Collected data entries
----------------

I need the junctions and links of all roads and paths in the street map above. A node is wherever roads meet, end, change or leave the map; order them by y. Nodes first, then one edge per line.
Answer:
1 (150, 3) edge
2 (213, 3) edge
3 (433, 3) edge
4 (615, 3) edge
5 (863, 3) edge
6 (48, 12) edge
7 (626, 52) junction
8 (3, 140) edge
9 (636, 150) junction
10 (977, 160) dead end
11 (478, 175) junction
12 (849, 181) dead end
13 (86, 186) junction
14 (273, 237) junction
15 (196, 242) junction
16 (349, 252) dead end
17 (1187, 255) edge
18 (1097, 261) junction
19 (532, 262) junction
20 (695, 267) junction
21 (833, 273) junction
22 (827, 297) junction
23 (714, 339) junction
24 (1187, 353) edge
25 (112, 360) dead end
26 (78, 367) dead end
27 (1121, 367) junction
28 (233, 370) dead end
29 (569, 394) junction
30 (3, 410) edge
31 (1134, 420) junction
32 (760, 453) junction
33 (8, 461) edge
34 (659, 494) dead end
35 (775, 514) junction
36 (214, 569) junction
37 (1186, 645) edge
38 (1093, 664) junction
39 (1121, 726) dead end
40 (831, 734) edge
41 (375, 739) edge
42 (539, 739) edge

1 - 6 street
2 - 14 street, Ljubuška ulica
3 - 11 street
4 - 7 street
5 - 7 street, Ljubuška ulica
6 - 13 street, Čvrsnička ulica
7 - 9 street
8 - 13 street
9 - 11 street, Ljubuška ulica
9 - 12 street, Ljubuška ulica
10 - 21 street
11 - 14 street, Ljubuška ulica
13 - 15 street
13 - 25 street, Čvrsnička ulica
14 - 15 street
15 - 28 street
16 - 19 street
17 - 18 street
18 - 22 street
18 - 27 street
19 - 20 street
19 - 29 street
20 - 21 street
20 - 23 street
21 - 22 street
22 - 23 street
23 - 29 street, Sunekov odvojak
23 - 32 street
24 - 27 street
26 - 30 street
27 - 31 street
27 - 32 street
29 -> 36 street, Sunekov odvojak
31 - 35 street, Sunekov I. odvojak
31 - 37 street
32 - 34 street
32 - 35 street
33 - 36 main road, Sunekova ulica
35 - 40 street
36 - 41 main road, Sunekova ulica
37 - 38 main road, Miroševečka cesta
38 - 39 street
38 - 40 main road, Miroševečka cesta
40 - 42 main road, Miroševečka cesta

----------------

◆ Required work ◆
Scan the entries above for lines with "Miroševečka" in them, then report how many there are as a plain number.

◆ Finished exercise ◆
3